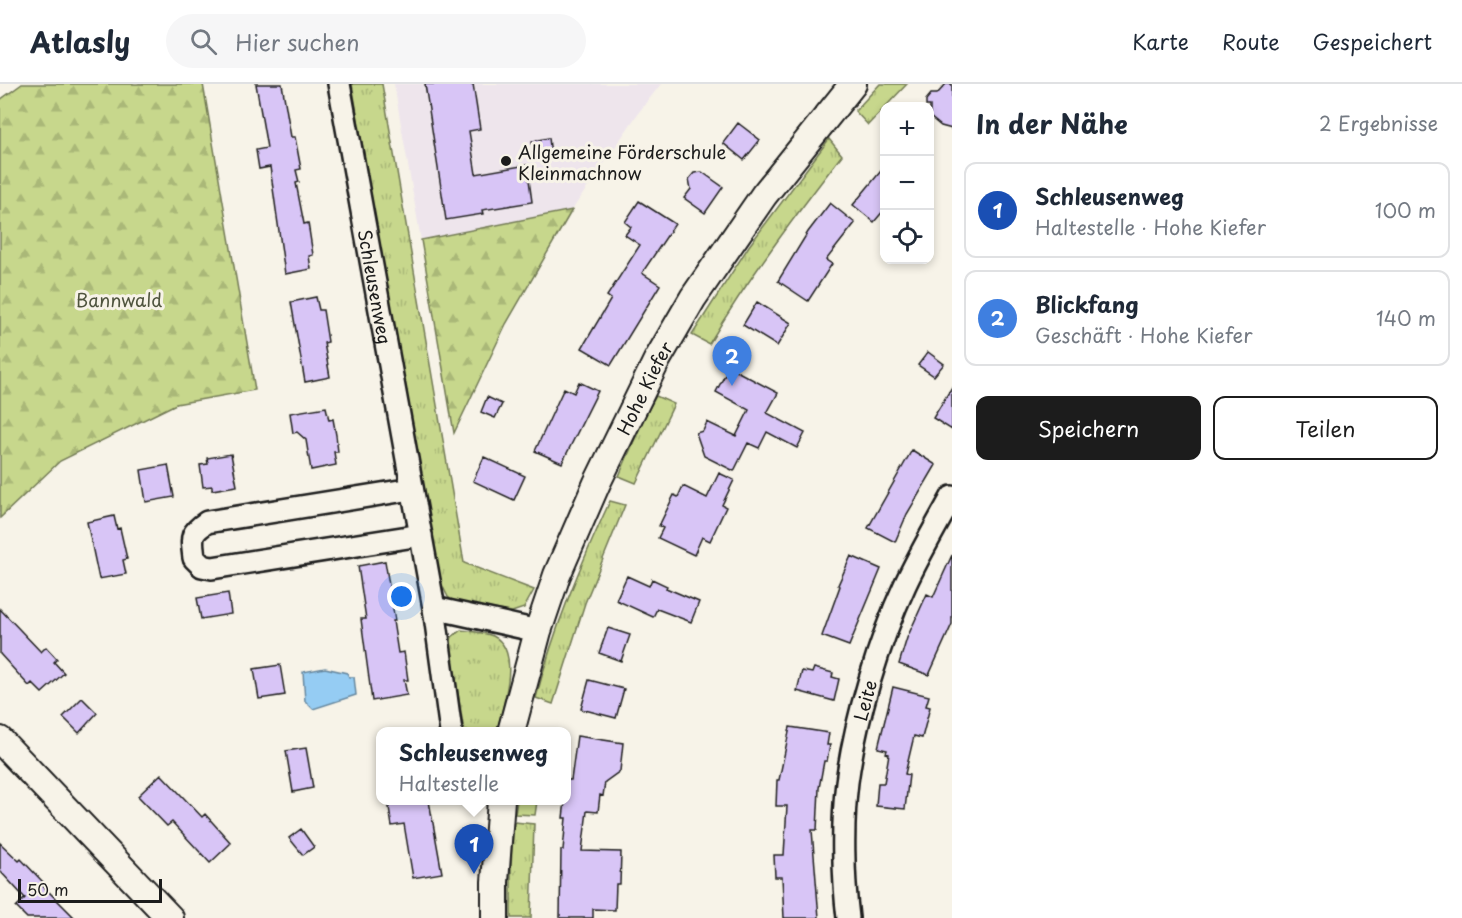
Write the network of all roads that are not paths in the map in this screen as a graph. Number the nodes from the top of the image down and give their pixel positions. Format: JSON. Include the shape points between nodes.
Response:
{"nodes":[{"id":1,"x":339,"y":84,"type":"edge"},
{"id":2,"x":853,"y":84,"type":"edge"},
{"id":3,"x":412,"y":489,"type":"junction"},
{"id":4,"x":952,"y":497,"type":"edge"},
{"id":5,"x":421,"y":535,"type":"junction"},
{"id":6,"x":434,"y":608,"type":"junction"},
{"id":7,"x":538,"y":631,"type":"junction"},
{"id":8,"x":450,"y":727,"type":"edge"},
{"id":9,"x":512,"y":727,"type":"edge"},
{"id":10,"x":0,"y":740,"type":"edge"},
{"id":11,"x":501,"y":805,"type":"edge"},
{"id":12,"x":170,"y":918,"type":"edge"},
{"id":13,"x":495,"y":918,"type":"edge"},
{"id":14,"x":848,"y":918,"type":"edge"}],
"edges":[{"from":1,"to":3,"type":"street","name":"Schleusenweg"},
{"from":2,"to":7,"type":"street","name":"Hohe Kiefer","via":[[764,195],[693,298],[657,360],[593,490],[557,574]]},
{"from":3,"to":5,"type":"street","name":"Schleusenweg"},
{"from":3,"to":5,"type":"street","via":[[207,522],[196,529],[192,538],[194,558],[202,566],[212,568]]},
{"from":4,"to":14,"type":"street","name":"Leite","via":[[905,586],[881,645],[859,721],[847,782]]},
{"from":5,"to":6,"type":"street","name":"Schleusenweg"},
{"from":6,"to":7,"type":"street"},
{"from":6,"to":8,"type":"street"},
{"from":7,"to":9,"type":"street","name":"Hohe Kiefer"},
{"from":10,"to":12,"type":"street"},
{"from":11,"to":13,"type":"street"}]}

____

**Assignment:** In the listing, return each line containing the string "Hohe".

**Reply:**
{"from":2,"to":7,"type":"street","name":"Hohe Kiefer","via":[[764,195],[693,298],[657,360],[593,490],[557,574]]},
{"from":7,"to":9,"type":"street","name":"Hohe Kiefer"},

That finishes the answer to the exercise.